Dessa forma, a argumentação é vista, por esses autores, como uma atividade que tem o propósito de convencer ou obter aprovação de alguém diante de um assunto controverso, isto é, modificar a representação que o interlocutor tem sobre a temática em questão. Para isso, exige-se que o argumentador construa um conjunto de premissas ou justificativas que validem as afirmações feitas. No entanto, para que o processo argumentativo se estabeleça de fato, é necessário que exista “o desejo de se estabelecer uma argumentação, uma vez que existem outras formas de se resolver uma controvérsia, como uma ameaça ou suborno, por exemplo” Rodrigues (2001, p.26).
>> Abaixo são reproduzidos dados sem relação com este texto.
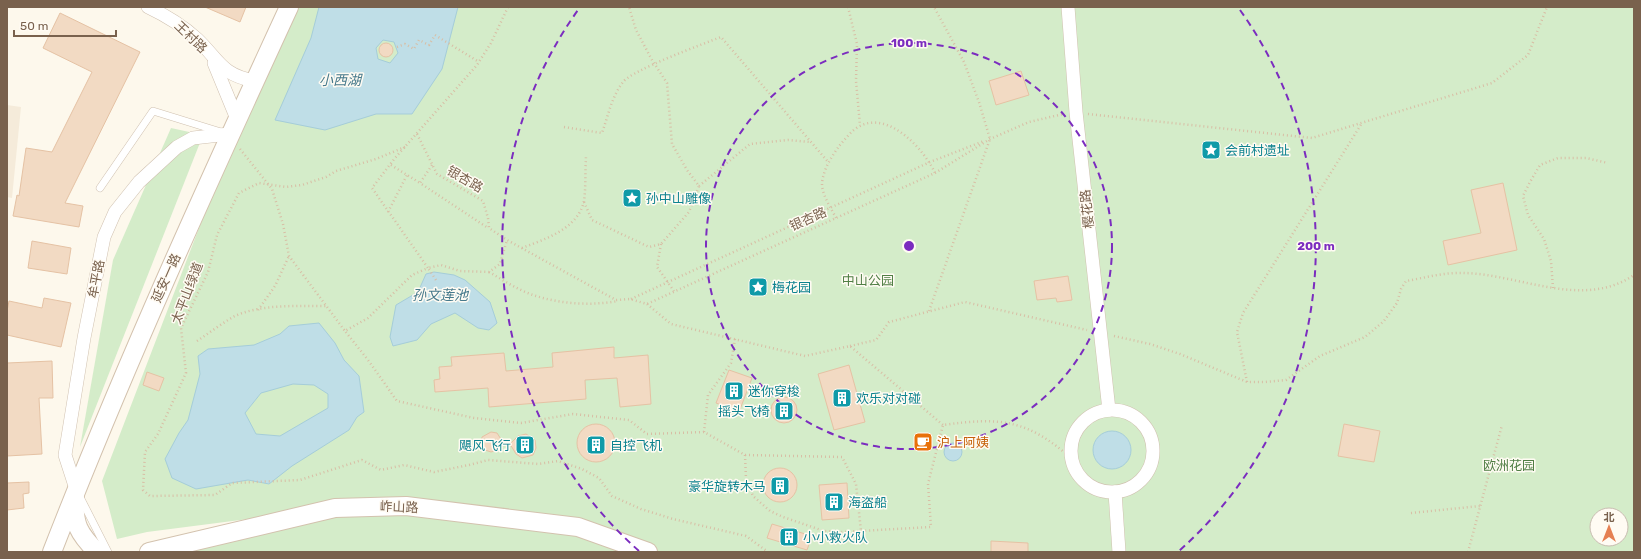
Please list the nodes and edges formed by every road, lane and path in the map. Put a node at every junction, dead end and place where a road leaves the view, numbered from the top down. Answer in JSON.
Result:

A despeito da concretização da argumentação Almeida (1999) explica:

A argumentação é um tipo de discurso que só se produz em presença de divergências a respeito de temas polêmicos, sobre os quais não havendo consenso, ao menos duas posições competem entre si. Se por um lado, a divergência não é de modo algum negociável ou, por outro, há um consenso entre opiniões, não há porque argumentar. Somente em presença de competição de posições, e mais, em presença de divergências que possam vir a ser negociadas, faz sentido o estabelecimento de um discurso dessa natureza. (p.6)

No que se refere ao conceito de argumentação, destacamos os autores acima mencionados por considerarmos que a visão destes sobre essa atividade se mostra compatível com a visão de homem, sociedade, educação e conhecimento defendidos nesse estudo, ou seja: dialética, dialógica, processual e crítco/reflexiva.

No processo de negociação e construção de argumentos, o qual se dá num contexto interativo em que coadunam dialeticamente os interlocutores, seu pensamento e linguagem, destacaremos, nessa sessão, o pensamento como um dos elementos dessa engrenagem e para o qual o presente trabalho se volta através do estudo do raciocínio no campo da argumentação e moralidade.

Nessa perspectiva, o pensamento constitui-se um elemento central na tessitura do discurso, uma vez que argumentos fundamentam-se e são uma dimensão do pensamento, além de que originam-se na mente do argumentador ou como afirma Jackson & Jacobs (1980), Sproule (1980) citados em S. L. Santos (1996), que a sua construção é uma atividade intelectual.